In March last year, Hungary lifted its veto on the renewal of the individual sanctions less than 48 hours before the deadline. A similar scenario played out six months later.
This time, though, there is a new explosive element: the Druzhba pipeline.
Hungarian Prime Minister Viktor Orbán and Slovak Prime Minister Robert Fico have accused Ukrainian President Volodymyr Zelenskyy of deliberately keeping the pipeline shut for “political reasons”. Both insist the conduit is operational.
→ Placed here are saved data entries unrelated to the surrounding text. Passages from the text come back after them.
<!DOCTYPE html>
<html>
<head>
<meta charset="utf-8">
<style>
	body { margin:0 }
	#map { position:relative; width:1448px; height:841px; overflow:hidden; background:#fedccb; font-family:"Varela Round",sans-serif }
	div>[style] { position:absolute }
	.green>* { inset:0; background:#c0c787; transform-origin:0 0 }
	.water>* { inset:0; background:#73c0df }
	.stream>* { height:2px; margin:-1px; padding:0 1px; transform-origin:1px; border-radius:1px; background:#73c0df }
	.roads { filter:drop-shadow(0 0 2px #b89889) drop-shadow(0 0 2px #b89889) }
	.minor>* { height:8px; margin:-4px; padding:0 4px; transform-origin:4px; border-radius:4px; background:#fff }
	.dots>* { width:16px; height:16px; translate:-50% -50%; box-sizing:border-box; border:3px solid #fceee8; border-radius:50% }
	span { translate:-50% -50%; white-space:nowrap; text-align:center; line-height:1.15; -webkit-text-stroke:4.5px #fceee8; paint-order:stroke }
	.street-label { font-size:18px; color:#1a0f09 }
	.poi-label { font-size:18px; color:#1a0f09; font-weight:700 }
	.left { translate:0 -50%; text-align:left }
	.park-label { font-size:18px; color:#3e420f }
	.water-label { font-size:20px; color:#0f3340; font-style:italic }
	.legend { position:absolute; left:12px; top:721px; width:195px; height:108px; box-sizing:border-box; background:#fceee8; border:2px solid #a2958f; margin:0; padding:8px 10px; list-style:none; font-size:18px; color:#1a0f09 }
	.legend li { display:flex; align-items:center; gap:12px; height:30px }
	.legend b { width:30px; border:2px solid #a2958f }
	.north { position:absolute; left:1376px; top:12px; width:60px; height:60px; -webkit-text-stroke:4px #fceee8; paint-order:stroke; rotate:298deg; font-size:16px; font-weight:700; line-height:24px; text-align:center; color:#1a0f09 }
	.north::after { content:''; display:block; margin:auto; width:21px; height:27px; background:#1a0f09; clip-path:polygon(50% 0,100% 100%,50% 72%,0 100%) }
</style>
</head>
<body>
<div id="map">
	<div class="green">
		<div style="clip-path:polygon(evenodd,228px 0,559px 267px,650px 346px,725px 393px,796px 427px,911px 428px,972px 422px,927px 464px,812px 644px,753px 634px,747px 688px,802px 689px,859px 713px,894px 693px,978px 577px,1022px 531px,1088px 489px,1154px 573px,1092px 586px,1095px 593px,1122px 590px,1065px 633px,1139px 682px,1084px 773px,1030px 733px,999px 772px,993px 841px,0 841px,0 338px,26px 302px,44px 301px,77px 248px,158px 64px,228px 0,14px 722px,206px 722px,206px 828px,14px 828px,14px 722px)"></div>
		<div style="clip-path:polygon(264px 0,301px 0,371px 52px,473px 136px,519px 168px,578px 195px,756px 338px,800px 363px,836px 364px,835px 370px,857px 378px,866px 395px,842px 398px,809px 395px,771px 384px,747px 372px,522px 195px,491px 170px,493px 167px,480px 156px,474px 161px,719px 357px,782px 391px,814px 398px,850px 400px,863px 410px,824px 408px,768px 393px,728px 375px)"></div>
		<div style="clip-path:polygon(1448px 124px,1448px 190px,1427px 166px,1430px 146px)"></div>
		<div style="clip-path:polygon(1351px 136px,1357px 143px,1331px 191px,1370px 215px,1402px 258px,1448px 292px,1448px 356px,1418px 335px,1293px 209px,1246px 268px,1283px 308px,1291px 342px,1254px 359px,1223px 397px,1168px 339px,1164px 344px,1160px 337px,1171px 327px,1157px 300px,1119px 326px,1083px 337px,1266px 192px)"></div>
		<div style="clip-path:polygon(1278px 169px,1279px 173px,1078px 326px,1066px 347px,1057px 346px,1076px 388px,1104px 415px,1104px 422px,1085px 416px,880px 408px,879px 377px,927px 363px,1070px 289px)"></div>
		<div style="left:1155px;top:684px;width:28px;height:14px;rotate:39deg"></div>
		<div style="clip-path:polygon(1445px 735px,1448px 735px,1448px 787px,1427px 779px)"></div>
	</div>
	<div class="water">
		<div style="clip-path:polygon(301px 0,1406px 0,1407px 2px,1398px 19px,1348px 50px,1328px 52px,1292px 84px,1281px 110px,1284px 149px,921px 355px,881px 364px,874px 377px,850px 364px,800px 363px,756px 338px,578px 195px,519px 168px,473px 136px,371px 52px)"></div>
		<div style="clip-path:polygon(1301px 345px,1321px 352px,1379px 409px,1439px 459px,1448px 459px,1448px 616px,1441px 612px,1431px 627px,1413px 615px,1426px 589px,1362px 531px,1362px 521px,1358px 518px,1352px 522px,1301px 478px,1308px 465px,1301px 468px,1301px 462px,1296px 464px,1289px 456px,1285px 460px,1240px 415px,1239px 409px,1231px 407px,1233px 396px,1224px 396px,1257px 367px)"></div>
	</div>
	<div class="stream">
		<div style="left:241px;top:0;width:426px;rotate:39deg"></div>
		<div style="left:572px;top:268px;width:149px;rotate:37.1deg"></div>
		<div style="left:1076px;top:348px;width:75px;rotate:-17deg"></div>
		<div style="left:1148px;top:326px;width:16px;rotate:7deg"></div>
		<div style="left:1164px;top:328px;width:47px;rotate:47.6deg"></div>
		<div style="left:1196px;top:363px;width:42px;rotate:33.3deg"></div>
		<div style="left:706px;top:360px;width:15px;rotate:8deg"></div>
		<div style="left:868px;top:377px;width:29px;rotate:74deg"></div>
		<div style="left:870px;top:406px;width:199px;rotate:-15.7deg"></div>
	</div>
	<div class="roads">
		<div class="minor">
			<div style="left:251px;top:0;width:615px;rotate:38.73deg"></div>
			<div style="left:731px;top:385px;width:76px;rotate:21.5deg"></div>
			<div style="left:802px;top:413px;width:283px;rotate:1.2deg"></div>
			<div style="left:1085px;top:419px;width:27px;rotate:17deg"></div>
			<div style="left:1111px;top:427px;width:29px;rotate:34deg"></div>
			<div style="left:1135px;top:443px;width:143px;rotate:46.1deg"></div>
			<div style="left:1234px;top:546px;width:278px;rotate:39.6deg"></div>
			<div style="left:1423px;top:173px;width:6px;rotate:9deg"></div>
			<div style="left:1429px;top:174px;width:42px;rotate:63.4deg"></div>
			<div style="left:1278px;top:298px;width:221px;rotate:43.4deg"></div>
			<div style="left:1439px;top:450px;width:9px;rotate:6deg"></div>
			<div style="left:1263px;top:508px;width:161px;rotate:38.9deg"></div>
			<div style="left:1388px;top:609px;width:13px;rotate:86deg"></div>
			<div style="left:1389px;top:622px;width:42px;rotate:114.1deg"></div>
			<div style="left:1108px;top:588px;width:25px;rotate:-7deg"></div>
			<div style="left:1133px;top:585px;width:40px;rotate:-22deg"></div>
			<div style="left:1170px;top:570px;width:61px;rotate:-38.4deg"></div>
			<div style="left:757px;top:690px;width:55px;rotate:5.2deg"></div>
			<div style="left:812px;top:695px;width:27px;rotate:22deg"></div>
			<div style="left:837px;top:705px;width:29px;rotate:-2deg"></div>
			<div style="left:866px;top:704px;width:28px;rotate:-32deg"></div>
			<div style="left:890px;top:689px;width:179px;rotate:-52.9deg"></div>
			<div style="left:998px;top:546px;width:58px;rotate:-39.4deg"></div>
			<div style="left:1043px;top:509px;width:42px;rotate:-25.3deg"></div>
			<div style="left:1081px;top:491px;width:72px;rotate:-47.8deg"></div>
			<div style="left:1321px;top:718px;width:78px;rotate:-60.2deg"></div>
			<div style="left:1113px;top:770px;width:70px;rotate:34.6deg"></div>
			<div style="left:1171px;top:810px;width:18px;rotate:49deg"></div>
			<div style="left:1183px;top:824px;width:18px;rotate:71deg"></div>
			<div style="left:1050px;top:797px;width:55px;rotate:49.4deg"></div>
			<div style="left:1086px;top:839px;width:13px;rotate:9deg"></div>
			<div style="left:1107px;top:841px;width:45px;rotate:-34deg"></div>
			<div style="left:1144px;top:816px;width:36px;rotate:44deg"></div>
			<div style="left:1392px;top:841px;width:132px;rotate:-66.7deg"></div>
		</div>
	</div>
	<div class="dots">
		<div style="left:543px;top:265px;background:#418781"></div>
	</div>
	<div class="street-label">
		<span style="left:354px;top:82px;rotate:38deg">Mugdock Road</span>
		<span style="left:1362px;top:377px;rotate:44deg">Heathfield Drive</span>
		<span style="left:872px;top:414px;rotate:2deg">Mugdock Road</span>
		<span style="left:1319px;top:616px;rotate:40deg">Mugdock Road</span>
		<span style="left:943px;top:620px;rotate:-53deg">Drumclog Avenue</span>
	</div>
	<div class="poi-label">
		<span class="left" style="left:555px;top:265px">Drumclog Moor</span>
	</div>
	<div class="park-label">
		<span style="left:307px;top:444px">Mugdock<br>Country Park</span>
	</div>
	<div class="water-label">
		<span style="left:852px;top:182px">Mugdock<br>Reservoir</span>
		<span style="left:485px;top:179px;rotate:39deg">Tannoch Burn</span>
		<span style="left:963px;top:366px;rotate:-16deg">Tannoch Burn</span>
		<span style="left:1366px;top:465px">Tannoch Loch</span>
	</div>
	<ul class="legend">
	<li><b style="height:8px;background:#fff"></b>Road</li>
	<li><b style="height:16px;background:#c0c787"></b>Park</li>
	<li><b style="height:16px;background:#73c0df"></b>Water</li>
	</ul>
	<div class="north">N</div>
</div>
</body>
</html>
The dispute, which escalated dramatically last week, has seen Orbán block a €90 billion loan for Ukraine that EU leaders had agreed in December. Fico said he may maintain the veto if Orbán’s party loses the general elections of 12 April.
Additionally, Hungary and Slovakia are preventing the adoption of a new round of economic sanctions against Russia, which was ready to go before the Druzhba row erupted. The package includes a full ban on maritime services for Russian oil tankers.
In a bid to break the impasse, the Commission is considering providing financial assistance to repair the Druzhba pipeline.